Provided material:
- Opening Delimiter -
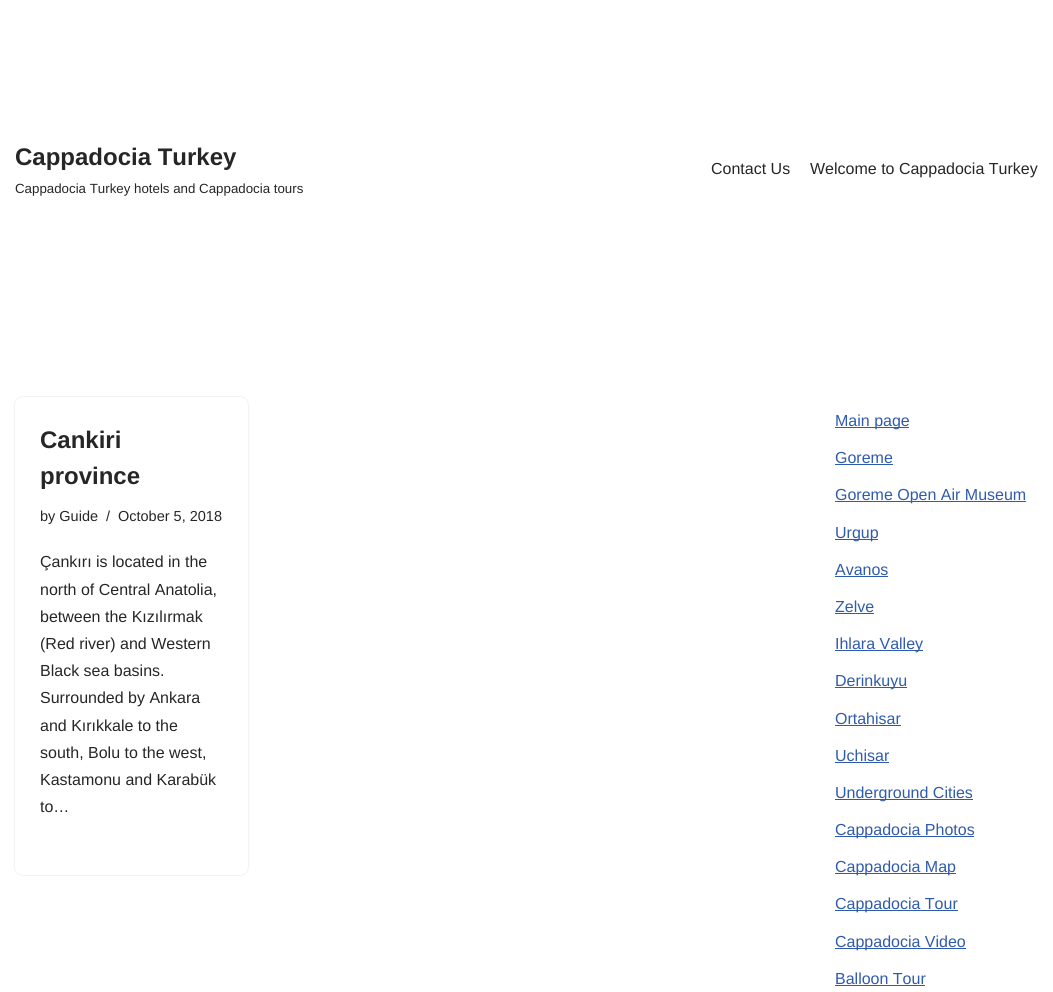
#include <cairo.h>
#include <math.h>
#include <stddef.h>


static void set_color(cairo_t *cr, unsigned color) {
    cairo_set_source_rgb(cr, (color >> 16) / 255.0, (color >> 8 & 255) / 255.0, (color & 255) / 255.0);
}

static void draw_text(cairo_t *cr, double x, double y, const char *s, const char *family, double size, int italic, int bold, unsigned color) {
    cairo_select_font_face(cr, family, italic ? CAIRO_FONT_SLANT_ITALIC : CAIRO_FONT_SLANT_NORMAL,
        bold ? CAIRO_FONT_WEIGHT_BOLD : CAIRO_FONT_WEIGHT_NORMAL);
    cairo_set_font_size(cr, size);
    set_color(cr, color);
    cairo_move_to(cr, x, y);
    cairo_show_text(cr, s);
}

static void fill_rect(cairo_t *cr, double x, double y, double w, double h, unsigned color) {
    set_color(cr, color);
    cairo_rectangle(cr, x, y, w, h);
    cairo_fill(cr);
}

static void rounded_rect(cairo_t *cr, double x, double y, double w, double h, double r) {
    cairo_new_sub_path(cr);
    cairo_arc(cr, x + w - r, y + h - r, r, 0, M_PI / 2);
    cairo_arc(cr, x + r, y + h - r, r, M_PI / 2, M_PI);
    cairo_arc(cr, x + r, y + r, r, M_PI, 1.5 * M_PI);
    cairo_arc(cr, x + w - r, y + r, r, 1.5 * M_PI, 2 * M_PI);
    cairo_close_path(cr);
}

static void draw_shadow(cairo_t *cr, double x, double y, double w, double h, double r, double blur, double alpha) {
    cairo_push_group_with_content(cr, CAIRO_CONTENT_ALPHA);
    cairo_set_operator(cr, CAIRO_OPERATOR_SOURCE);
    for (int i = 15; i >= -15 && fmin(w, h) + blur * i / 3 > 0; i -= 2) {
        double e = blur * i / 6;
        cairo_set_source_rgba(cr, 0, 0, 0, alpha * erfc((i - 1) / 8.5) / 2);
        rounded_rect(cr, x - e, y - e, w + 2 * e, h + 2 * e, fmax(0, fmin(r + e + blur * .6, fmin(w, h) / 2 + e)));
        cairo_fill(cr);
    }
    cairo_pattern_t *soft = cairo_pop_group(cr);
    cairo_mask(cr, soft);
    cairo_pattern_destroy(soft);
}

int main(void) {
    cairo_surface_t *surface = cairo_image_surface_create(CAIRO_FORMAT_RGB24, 1053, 992);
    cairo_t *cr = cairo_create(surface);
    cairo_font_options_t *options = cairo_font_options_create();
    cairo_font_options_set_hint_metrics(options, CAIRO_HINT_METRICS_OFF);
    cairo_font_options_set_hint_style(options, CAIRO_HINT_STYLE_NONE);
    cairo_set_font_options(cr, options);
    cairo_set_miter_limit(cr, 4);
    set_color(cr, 0xFFFFFF);
    cairo_paint(cr);
    draw_text(cr, 15, 165, "Cappadocia Turkey", "Liberation Sans", 24, 0, 1, 0x272626);
    draw_text(cr, 15, 193, "Cappadocia Turkey hotels and Cappadocia tours", "Liberation Sans", 13.3, 0, 0, 0x272626);
    draw_text(cr, 711, 174, "Contact Us", "Liberation Sans", 16, 0, 0, 0x272626);
    draw_text(cr, 810, 174, "Welcome to Cappadocia Turkey", "Liberation Sans", 16, 0, 0, 0x272626);
    set_color(cr, 0x000000);
    draw_shadow(cr, 15, 397, 233, 478, 8, 1, 0.15);
    set_color(cr, 0xFFFFFF);
    rounded_rect(cr, 15, 397, 233, 478, 8);
    cairo_fill(cr);
    draw_text(cr, 40, 448, "Cankiri", "Liberation Sans", 24, 0, 1, 0x272626);
    draw_text(cr, 40, 484, "province", "Liberation Sans", 24, 0, 1, 0x272626);
    draw_text(cr, 40, 521, "by Guide", "Liberation Sans", 14.5, 0, 0, 0x272626);
    draw_text(cr, 106, 521, "/", "Liberation Sans", 14.5, 0, 0, 0x272626);
    draw_text(cr, 118, 521, "October 5, 2018", "Liberation Sans", 14.5, 0, 0, 0x272626);
    draw_text(cr, 40, 567, "Çankırı is located in the", "Liberation Sans", 16, 0, 0, 0x272626);
    draw_text(cr, 40, 595, "north of Central Anatolia,", "Liberation Sans", 16, 0, 0, 0x272626);
    draw_text(cr, 40, 622, "between the Kızılırmak", "Liberation Sans", 16, 0, 0, 0x272626);
    draw_text(cr, 40, 649, "(Red river) and Western", "Liberation Sans", 16, 0, 0, 0x272626);
    draw_text(cr, 40, 676, "Black sea basins.", "Liberation Sans", 16, 0, 0, 0x272626);
    draw_text(cr, 40, 703, "Surrounded by Ankara", "Liberation Sans", 16, 0, 0, 0x272626);
    draw_text(cr, 40, 731, "and Kırıkkale to the", "Liberation Sans", 16, 0, 0, 0x272626);
    draw_text(cr, 40, 758, "south, Bolu to the west,", "Liberation Sans", 16, 0, 0, 0x272626);
    draw_text(cr, 40, 785, "Kastamonu and Karabük", "Liberation Sans", 16, 0, 0, 0x272626);
    draw_text(cr, 40, 812, "to…", "Liberation Sans", 16, 0, 0, 0x272626);
    fill_rect(cr, 835, 427, 74, 1, 0x2F5AAE);
    draw_text(cr, 835, 426, "Main page", "Liberation Sans", 16, 0, 0, 0x2F5AAE);
    draw_text(cr, 835, 463, "Goreme", "Liberation Sans", 16, 0, 0, 0x2F5AAE);
    fill_rect(cr, 835, 464, 58, 1, 0x2F5AAE);
    fill_rect(cr, 835, 501, 191, 1, 0x2F5AAE);
    draw_text(cr, 835, 500, "Goreme Open Air Museum", "Liberation Sans", 16, 0, 0, 0x2F5AAE);
    fill_rect(cr, 835, 539, 43, 1, 0x2F5AAE);
    draw_text(cr, 835, 538, "Urgup", "Liberation Sans", 16, 0, 0, 0x2F5AAE);
    draw_text(cr, 835, 575, "Avanos", "Liberation Sans", 16, 0, 0, 0x2F5AAE);
    fill_rect(cr, 835, 576, 53, 1, 0x2F5AAE);
    draw_text(cr, 835, 612, "Zelve", "Liberation Sans", 16, 0, 0, 0x2F5AAE);
    fill_rect(cr, 835, 613, 39, 1, 0x2F5AAE);
    fill_rect(cr, 835, 650, 88, 1, 0x2F5AAE);
    draw_text(cr, 835, 649, "Ihlara Valley", "Liberation Sans", 16, 0, 0, 0x2F5AAE);
    fill_rect(cr, 835, 687, 72, 1, 0x2F5AAE);
    draw_text(cr, 835, 686, "Derinkuyu", "Liberation Sans", 16, 0, 0, 0x2F5AAE);
    draw_text(cr, 835, 724, "Ortahisar", "Liberation Sans", 16, 0, 0, 0x2F5AAE);
    fill_rect(cr, 835, 725, 66, 1, 0x2F5AAE);
    draw_text(cr, 835, 761, "Uchisar", "Liberation Sans", 16, 0, 0, 0x2F5AAE);
    fill_rect(cr, 835, 762, 54, 1, 0x2F5AAE);
    fill_rect(cr, 835, 799, 138, 1, 0x2F5AAE);
    draw_text(cr, 835, 798, "Underground Cities", "Liberation Sans", 16, 0, 0, 0x2F5AAE);
    fill_rect(cr, 835, 836, 139, 1, 0x2F5AAE);
    draw_text(cr, 835, 835, "Cappadocia Photos", "Liberation Sans", 16, 0, 0, 0x2F5AAE);
    fill_rect(cr, 835, 873, 121, 1, 0x2F5AAE);
    draw_text(cr, 835, 872, "Cappadocia Map", "Liberation Sans", 16, 0, 0, 0x2F5AAE);
    fill_rect(cr, 835, 910, 123, 1, 0x2F5AAE);
    draw_text(cr, 835, 909, "Cappadocia Tour", "Liberation Sans", 16, 0, 0, 0x2F5AAE);
    fill_rect(cr, 835, 948, 131, 1, 0x2F5AAE);
    draw_text(cr, 835, 947, "Cappadocia Video", "Liberation Sans", 16, 0, 0, 0x2F5AAE);
    draw_text(cr, 835, 984, "Balloon Tour", "Liberation Sans", 16, 0, 0, 0x2F5AAE);
    fill_rect(cr, 835, 985, 90, 1, 0x2F5AAE);
    cairo_surface_write_to_png(surface, "output.png");
    cairo_font_options_destroy(options);
    cairo_destroy(cr);
    cairo_surface_destroy(surface);
    return 0;
}
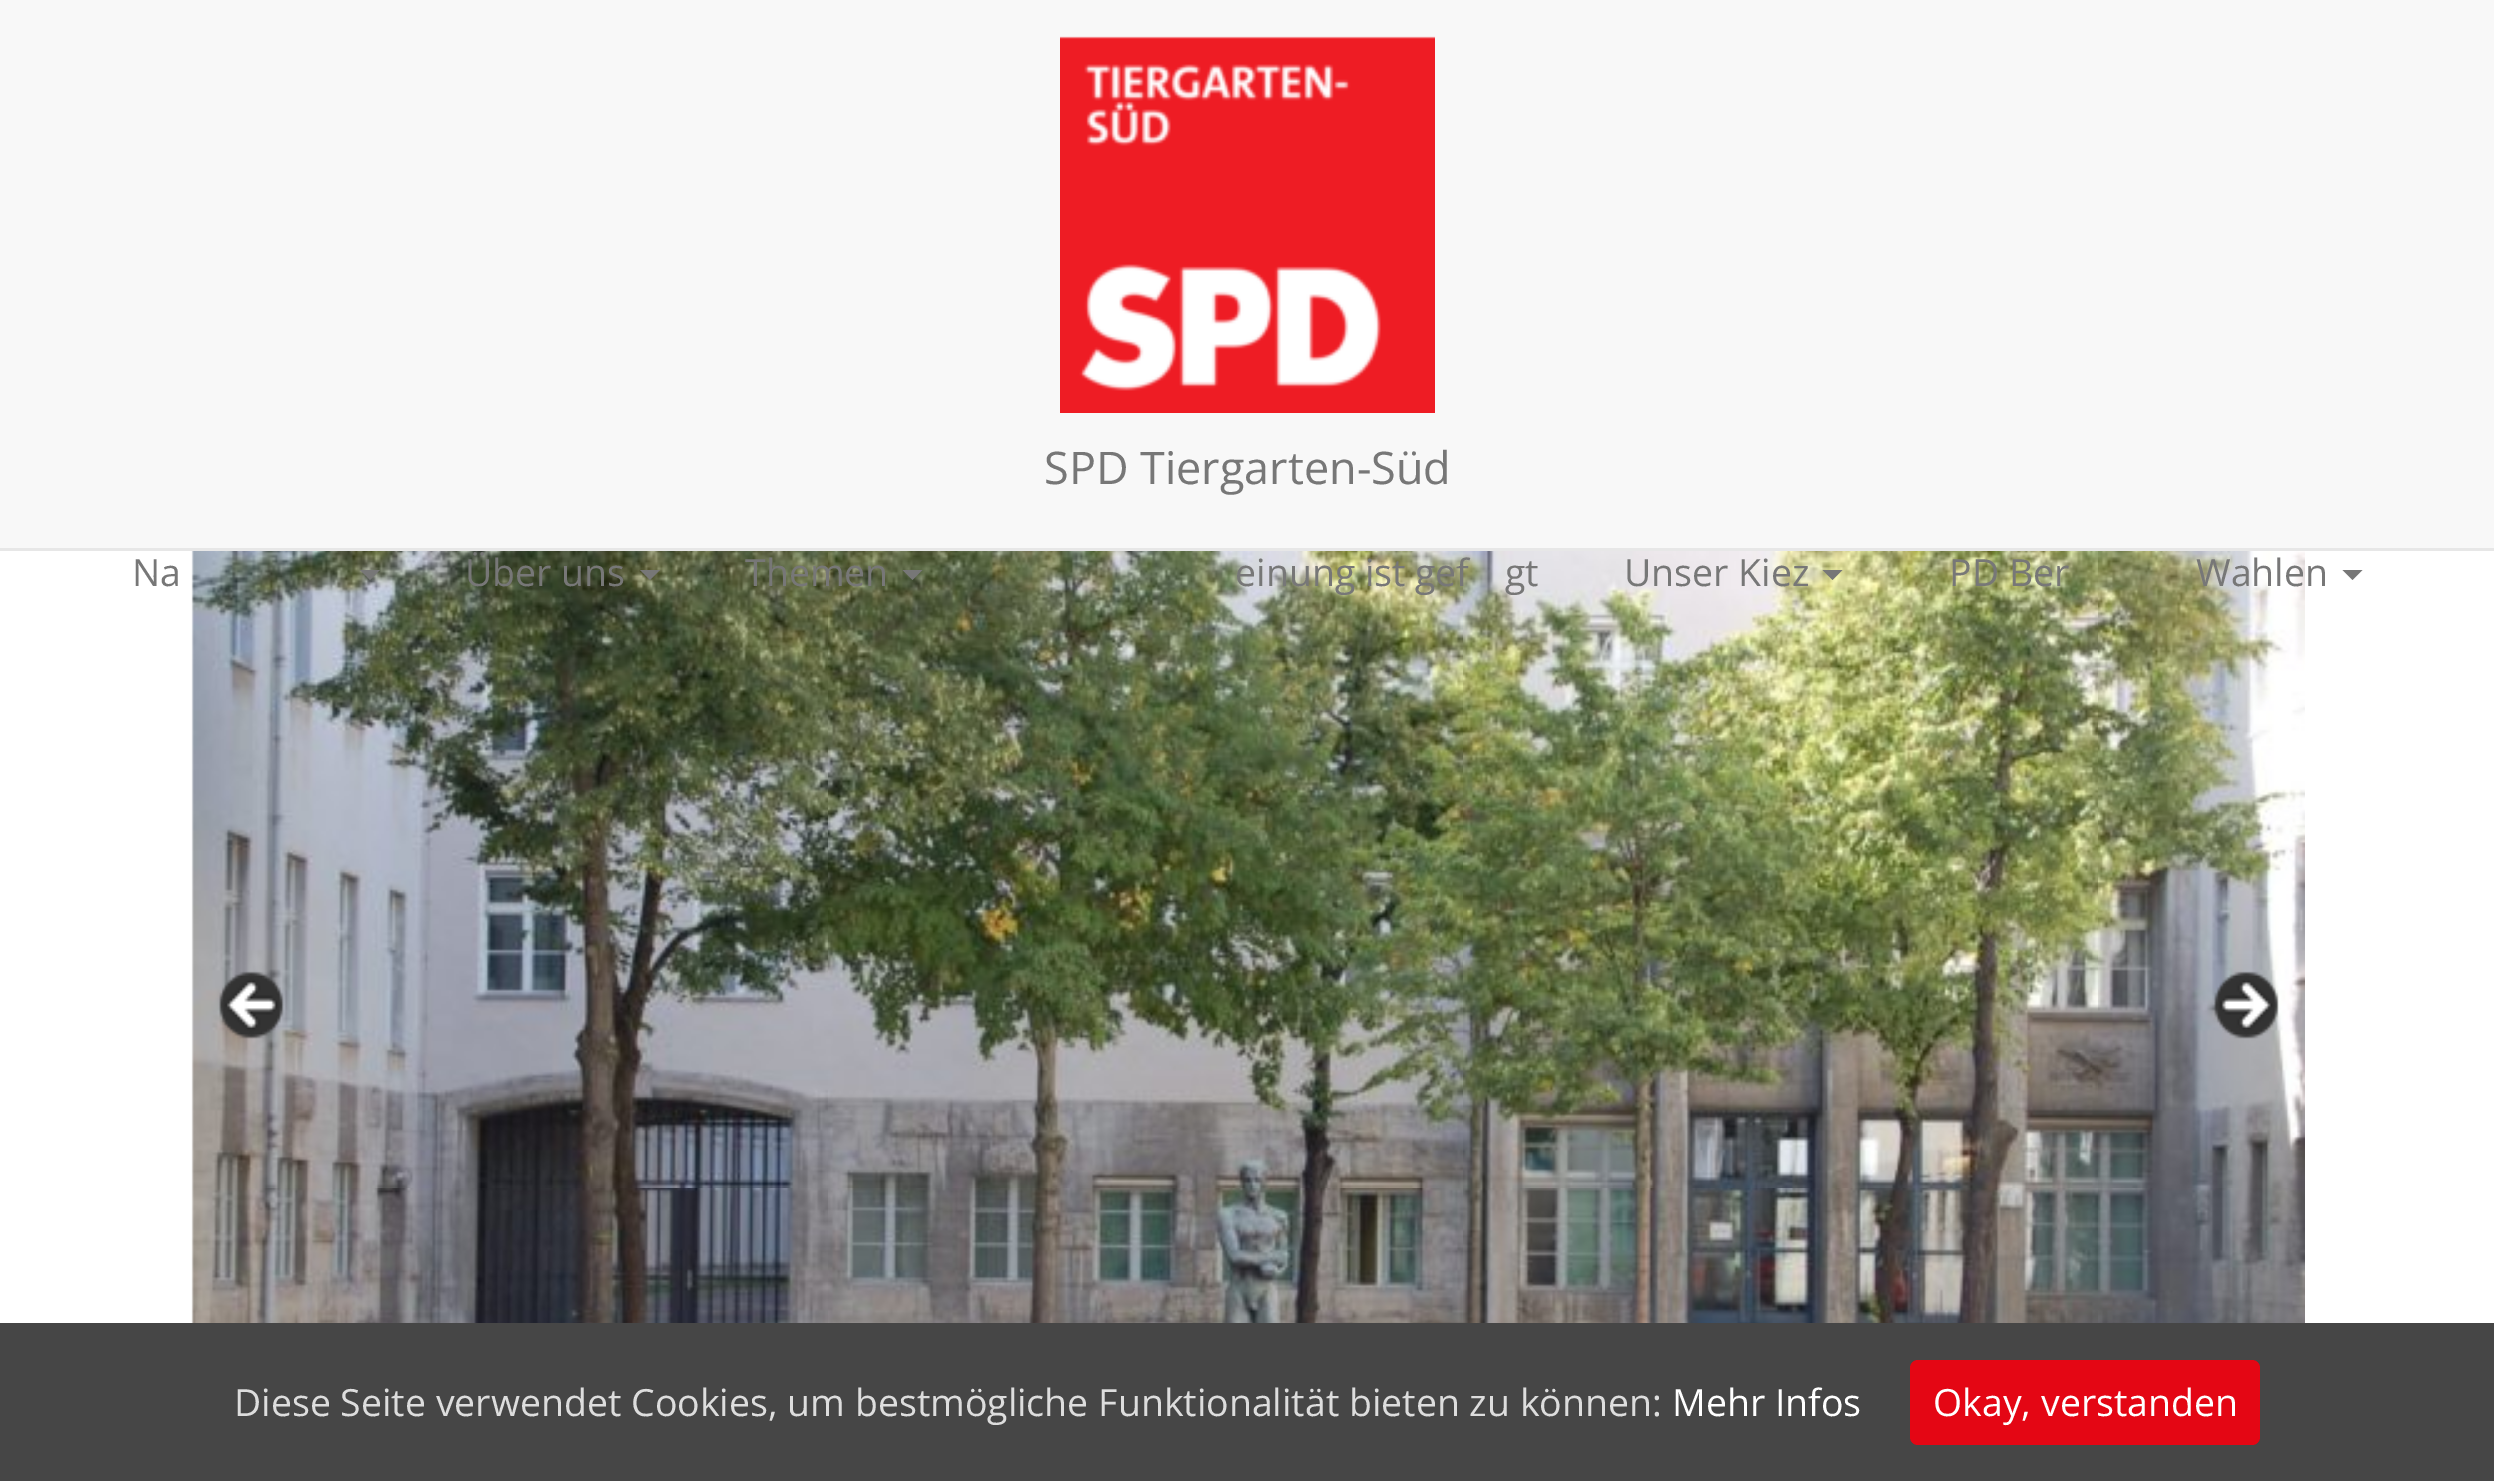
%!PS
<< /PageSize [2494 1481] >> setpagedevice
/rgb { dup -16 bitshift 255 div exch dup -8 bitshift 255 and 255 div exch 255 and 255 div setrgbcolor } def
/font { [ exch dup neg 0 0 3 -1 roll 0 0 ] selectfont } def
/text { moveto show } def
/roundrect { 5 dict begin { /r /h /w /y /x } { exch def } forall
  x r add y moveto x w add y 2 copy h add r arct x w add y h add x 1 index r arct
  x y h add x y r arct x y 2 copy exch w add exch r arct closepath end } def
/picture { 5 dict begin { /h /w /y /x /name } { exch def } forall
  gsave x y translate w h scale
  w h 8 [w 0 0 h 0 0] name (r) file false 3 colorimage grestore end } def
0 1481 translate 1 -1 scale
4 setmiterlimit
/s1 { /OpenSans-Regular 45 font 16#777777 rgb } def
/s2 { /OpenSans-Regular 37.5 font 16#777777 rgb } def
/s3 { /OpenSans-Regular 37.5 font 16#DDDDDD rgb } def
/s4 { /OpenSans-Regular 37.5 font 16#FFFFFF rgb } def
16#FFFFFF rgb
0 0 2494 1481 rectfill
16#F8F8F8 rgb
0 0 2494 548 rectfill
16#E7E7E7 rgb
0 548 2494 3 rectfill
(pic1.raw) 1060 36 375 377 picture
s1
(SPD Tiergarten-Süd) 1044 484 text
s2
(Na) 132 586 text
(pic2.raw) 191 551 2114 772 picture
360 570 moveto 380 570 lineto 370 580 lineto closepath fill
(Über uns) 465 586 text
640 570 moveto 660 570 lineto 650 580 lineto closepath fill
(Themen) 745 586 text
902.5 570 moveto 922.5 570 lineto 912.5 580 lineto closepath fill
(einung ist gef) 1235 586 text
(gt) 1505 586 text
(Unser Kiez) 1624 586 text
1822.5 570 moveto 1842.5 570 lineto 1832.5 580 lineto closepath fill
(PD Ber) 1949 586 text
(Wahlen) 2196 586 text
2342.5 570 moveto 2362.5 570 lineto 2352.5 580 lineto closepath fill
(pic3.raw) 219 971 65 68 picture
(pic4.raw) 2214 971 65 68 picture
16#464646 rgb
0 1323 2494 158 rectfill
s3
(Diese Seite verwendet Cookies, um bestmögliche Funktionalität bieten zu können:) 234 1416 text
s4
(Mehr Infos) 1672 1416 text
16#E40614 rgb
1910 1360 350 85 8 roundrect fill
s4
(Okay, verstanden) 1933 1416 text
showpage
- Closing Delimiter -
Lines to set down from above: the line with "cairo_close_path(cr);", the line with "cairo_set_source_rgba(cr, 0, 0, 0, alpha", and every line between, each exactly as written.

    cairo_close_path(cr);
}

static void draw_shadow(cairo_t *cr, double x, double y, double w, double h, double r, double blur, double alpha) {
    cairo_push_group_with_content(cr, CAIRO_CONTENT_ALPHA);
    cairo_set_operator(cr, CAIRO_OPERATOR_SOURCE);
    for (int i = 15; i >= -15 && fmin(w, h) + blur * i / 3 > 0; i -= 2) {
        double e = blur * i / 6;
        cairo_set_source_rgba(cr, 0, 0, 0, alpha * erfc((i - 1) / 8.5) / 2);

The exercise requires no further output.